### Task brief
Among the entries below, tally each line containing "dead"; respond with the total only.

#### Exercise data ####

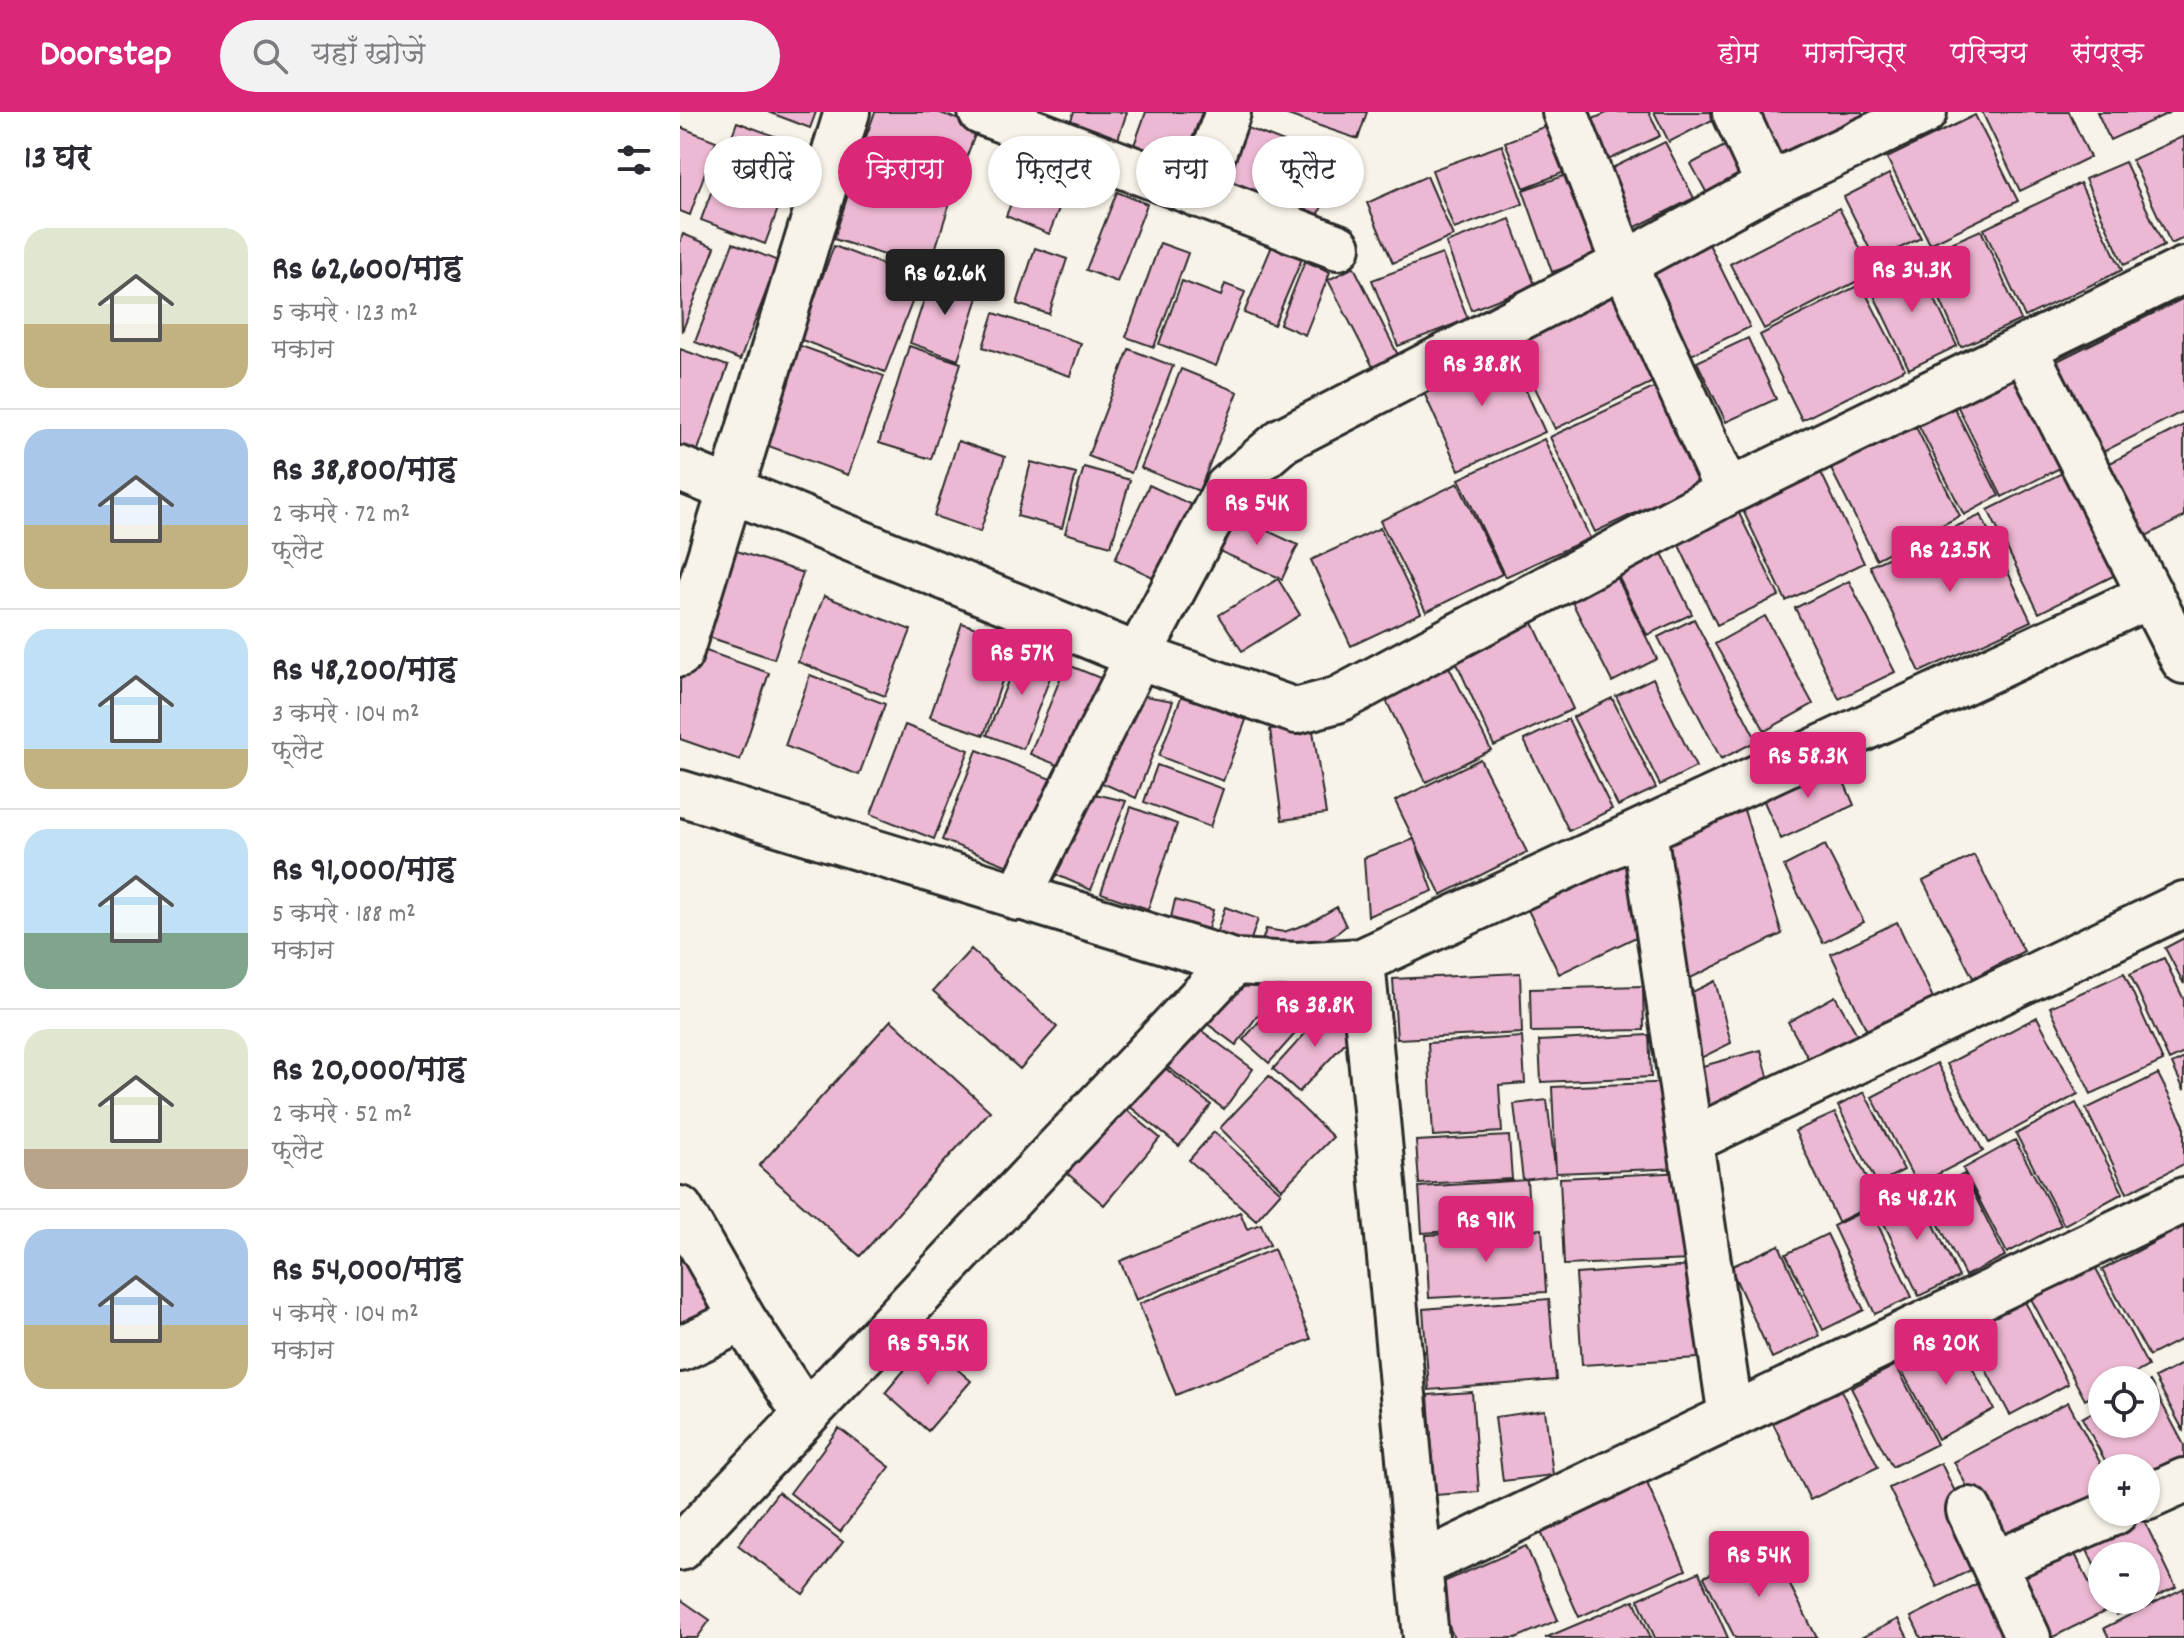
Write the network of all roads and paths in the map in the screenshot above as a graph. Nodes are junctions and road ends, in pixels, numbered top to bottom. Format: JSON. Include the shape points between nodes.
{"nodes":[{"id":1,"x":847,"y":112,"type":"edge"},
{"id":2,"x":981,"y":112,"type":"edge"},
{"id":3,"x":1228,"y":112,"type":"edge"},
{"id":4,"x":1565,"y":112,"type":"edge"},
{"id":5,"x":1735,"y":112,"type":"edge"},
{"id":6,"x":1924,"y":112,"type":"edge"},
{"id":7,"x":1219,"y":136,"type":"edge"},
{"id":8,"x":1136,"y":171,"type":"edge"},
{"id":9,"x":1769,"y":185,"type":"junction"},
{"id":10,"x":1233,"y":208,"type":"edge"},
{"id":11,"x":1338,"y":247,"type":"dead end"},
{"id":12,"x":1624,"y":264,"type":"junction"},
{"id":13,"x":2184,"y":270,"type":"edge"},
{"id":14,"x":2024,"y":348,"type":"junction"},
{"id":15,"x":680,"y":469,"type":"edge"},
{"id":16,"x":730,"y":490,"type":"junction"},
{"id":17,"x":1728,"y":492,"type":"junction"},
{"id":18,"x":2151,"y":595,"type":"junction"},
{"id":19,"x":680,"y":654,"type":"edge"},
{"id":20,"x":1138,"y":656,"type":"junction"},
{"id":21,"x":2184,"y":661,"type":"edge"},
{"id":22,"x":680,"y":793,"type":"edge"},
{"id":23,"x":1644,"y":831,"type":"junction"},
{"id":24,"x":1018,"y":898,"type":"junction"},
{"id":25,"x":2184,"y":904,"type":"edge"},
{"id":26,"x":1362,"y":961,"type":"junction"},
{"id":27,"x":1234,"y":962,"type":"junction"},
{"id":28,"x":1690,"y":1141,"type":"junction"},
{"id":29,"x":2184,"y":1200,"type":"edge"},
{"id":30,"x":680,"y":1209,"type":"edge"},
{"id":31,"x":743,"y":1319,"type":"junction"},
{"id":32,"x":680,"y":1349,"type":"edge"},
{"id":33,"x":806,"y":1415,"type":"junction"},
{"id":34,"x":1731,"y":1417,"type":"junction"},
{"id":35,"x":2184,"y":1481,"type":"edge"},
{"id":36,"x":2160,"y":1492,"type":"edge"},
{"id":37,"x":1969,"y":1510,"type":"dead end"},
{"id":38,"x":2088,"y":1524,"type":"edge"},
{"id":39,"x":680,"y":1548,"type":"edge"},
{"id":40,"x":1994,"y":1564,"type":"junction"},
{"id":41,"x":1420,"y":1565,"type":"junction"},
{"id":42,"x":1426,"y":1638,"type":"edge"},
{"id":43,"x":2028,"y":1638,"type":"edge"}],
"edges":[{"from":1,"to":16,"type":"street"},
{"from":2,"to":8,"type":"street"},
{"from":3,"to":7,"type":"street"},
{"from":4,"to":12,"type":"street"},
{"from":5,"to":9,"type":"street"},
{"from":6,"to":9,"type":"street"},
{"from":9,"to":12,"type":"street"},
{"from":10,"to":11,"type":"street"},
{"from":12,"to":17,"type":"street"},
{"from":12,"to":20,"type":"street","via":[[1283,440],[1227,488]]},
{"from":13,"to":14,"type":"street"},
{"from":14,"to":17,"type":"street"},
{"from":14,"to":18,"type":"street"},
{"from":15,"to":16,"type":"street"},
{"from":16,"to":19,"type":"street"},
{"from":16,"to":20,"type":"street"},
{"from":17,"to":20,"type":"street","via":[[1324,704],[1296,711]]},
{"from":18,"to":21,"type":"street"},
{"from":18,"to":23,"type":"street"},
{"from":20,"to":24,"type":"street"},
{"from":22,"to":24,"type":"street"},
{"from":23,"to":26,"type":"street"},
{"from":23,"to":28,"type":"street"},
{"from":24,"to":27,"type":"street"},
{"from":25,"to":28,"type":"street"},
{"from":26,"to":27,"type":"street"},
{"from":26,"to":41,"type":"street"},
{"from":27,"to":33,"type":"street"},
{"from":28,"to":34,"type":"street"},
{"from":29,"to":34,"type":"street"},
{"from":30,"to":31,"type":"street"},
{"from":31,"to":32,"type":"street"},
{"from":31,"to":33,"type":"street"},
{"from":33,"to":39,"type":"street"},
{"from":34,"to":41,"type":"street"},
{"from":35,"to":36,"type":"street"},
{"from":37,"to":40,"type":"street"},
{"from":38,"to":40,"type":"street"},
{"from":40,"to":43,"type":"street"},
{"from":41,"to":42,"type":"street"}]}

####

### Response area
2